PROMPT:
Count the lines containing "lane" in the entries underneath, and state that count without anything else.
(ENTRIES SUPPLIED Opens)
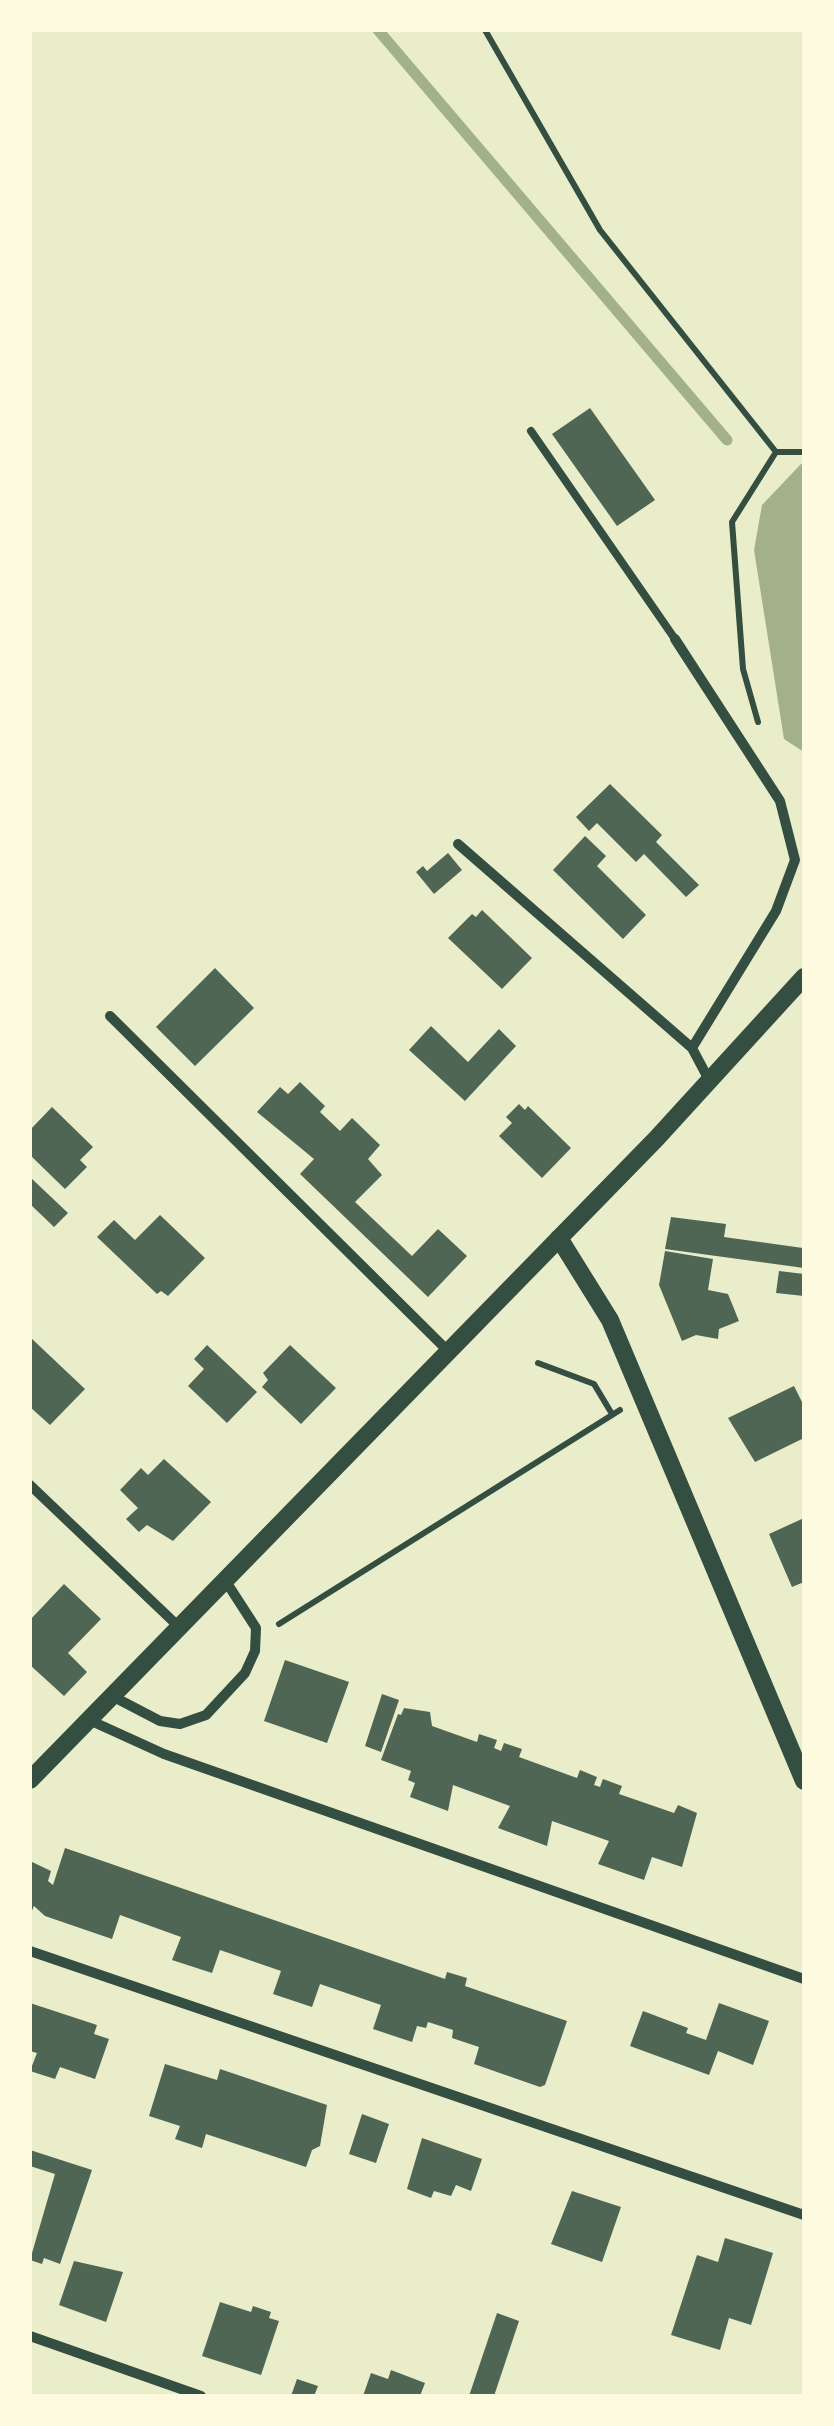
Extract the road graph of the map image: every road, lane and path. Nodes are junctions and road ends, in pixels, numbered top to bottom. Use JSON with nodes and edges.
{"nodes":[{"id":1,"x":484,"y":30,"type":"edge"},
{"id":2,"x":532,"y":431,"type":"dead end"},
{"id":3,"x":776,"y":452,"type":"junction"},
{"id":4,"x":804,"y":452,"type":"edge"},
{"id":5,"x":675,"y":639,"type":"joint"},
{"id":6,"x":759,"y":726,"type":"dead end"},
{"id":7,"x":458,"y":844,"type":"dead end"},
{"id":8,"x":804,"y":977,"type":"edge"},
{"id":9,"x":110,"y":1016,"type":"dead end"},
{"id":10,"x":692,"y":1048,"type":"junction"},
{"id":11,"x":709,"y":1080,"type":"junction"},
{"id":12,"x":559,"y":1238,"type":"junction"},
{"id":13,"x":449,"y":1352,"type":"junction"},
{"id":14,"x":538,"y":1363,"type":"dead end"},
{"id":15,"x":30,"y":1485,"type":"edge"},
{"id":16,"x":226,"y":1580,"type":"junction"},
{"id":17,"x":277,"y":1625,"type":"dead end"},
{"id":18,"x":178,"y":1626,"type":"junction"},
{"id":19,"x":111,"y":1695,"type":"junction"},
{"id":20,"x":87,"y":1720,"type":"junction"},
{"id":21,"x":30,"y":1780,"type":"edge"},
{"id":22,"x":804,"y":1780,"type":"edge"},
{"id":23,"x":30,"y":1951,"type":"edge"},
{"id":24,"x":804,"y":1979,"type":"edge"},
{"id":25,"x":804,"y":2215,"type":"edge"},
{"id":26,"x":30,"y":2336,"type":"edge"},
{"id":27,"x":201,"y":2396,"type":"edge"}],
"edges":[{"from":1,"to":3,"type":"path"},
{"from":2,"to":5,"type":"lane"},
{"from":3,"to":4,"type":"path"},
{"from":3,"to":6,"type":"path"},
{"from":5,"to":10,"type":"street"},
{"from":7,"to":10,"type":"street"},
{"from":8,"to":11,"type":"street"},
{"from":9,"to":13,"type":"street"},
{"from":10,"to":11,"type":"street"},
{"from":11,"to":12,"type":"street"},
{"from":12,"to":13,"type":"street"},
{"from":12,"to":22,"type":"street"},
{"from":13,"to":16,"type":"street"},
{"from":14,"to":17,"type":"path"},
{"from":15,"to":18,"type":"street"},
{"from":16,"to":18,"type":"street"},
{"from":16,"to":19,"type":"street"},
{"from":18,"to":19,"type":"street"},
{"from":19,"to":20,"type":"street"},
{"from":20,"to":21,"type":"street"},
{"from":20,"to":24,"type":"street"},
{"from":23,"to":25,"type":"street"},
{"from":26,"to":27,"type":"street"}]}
(ENTRIES SUPPLIED Closes)
WRITTEN ANSWER:
2